**TASK INSTRUCTIONS:** The output should match the data below line for line.

(Collected data entries)
»»

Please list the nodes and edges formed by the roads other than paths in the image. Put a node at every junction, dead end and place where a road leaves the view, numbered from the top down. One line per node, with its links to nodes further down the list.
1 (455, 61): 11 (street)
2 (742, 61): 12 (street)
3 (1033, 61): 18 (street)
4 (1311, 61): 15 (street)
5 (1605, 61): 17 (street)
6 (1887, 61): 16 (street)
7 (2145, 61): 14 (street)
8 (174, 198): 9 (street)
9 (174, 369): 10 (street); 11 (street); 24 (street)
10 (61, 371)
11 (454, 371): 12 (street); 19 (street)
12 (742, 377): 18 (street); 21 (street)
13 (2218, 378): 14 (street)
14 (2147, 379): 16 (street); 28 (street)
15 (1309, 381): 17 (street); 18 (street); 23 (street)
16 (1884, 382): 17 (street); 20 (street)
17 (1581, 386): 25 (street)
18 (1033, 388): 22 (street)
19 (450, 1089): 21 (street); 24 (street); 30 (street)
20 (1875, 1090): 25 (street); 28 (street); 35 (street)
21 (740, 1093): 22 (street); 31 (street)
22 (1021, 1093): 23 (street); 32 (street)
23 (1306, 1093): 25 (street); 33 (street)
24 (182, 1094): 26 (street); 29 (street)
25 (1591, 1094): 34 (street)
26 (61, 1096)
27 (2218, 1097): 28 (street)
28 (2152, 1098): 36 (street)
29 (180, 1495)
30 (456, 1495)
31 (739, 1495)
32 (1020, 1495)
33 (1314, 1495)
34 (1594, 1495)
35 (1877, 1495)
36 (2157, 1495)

««

**ANSWER SECTION:**
Please list the nodes and edges formed by the roads other than paths in the image. Put a node at every junction, dead end and place where a road leaves the view, numbered from the top down. One line per node, with its links to nodes further down the list.
1 (455, 61): 11 (street)
2 (742, 61): 12 (street)
3 (1033, 61): 18 (street)
4 (1311, 61): 15 (street)
5 (1605, 61): 17 (street)
6 (1887, 61): 16 (street)
7 (2145, 61): 14 (street)
8 (174, 198): 9 (street)
9 (174, 369): 10 (street); 11 (street); 24 (street)
10 (61, 371)
11 (454, 371): 12 (street); 19 (street)
12 (742, 377): 18 (street); 21 (street)
13 (2218, 378): 14 (street)
14 (2147, 379): 16 (street); 28 (street)
15 (1309, 381): 17 (street); 18 (street); 23 (street)
16 (1884, 382): 17 (street); 20 (street)
17 (1581, 386): 25 (street)
18 (1033, 388): 22 (street)
19 (450, 1089): 21 (street); 24 (street); 30 (street)
20 (1875, 1090): 25 (street); 28 (street); 35 (street)
21 (740, 1093): 22 (street); 31 (street)
22 (1021, 1093): 23 (street); 32 (street)
23 (1306, 1093): 25 (street); 33 (street)
24 (182, 1094): 26 (street); 29 (street)
25 (1591, 1094): 34 (street)
26 (61, 1096)
27 (2218, 1097): 28 (street)
28 (2152, 1098): 36 (street)
29 (180, 1495)
30 (456, 1495)
31 (739, 1495)
32 (1020, 1495)
33 (1314, 1495)
34 (1594, 1495)
35 (1877, 1495)
36 (2157, 1495)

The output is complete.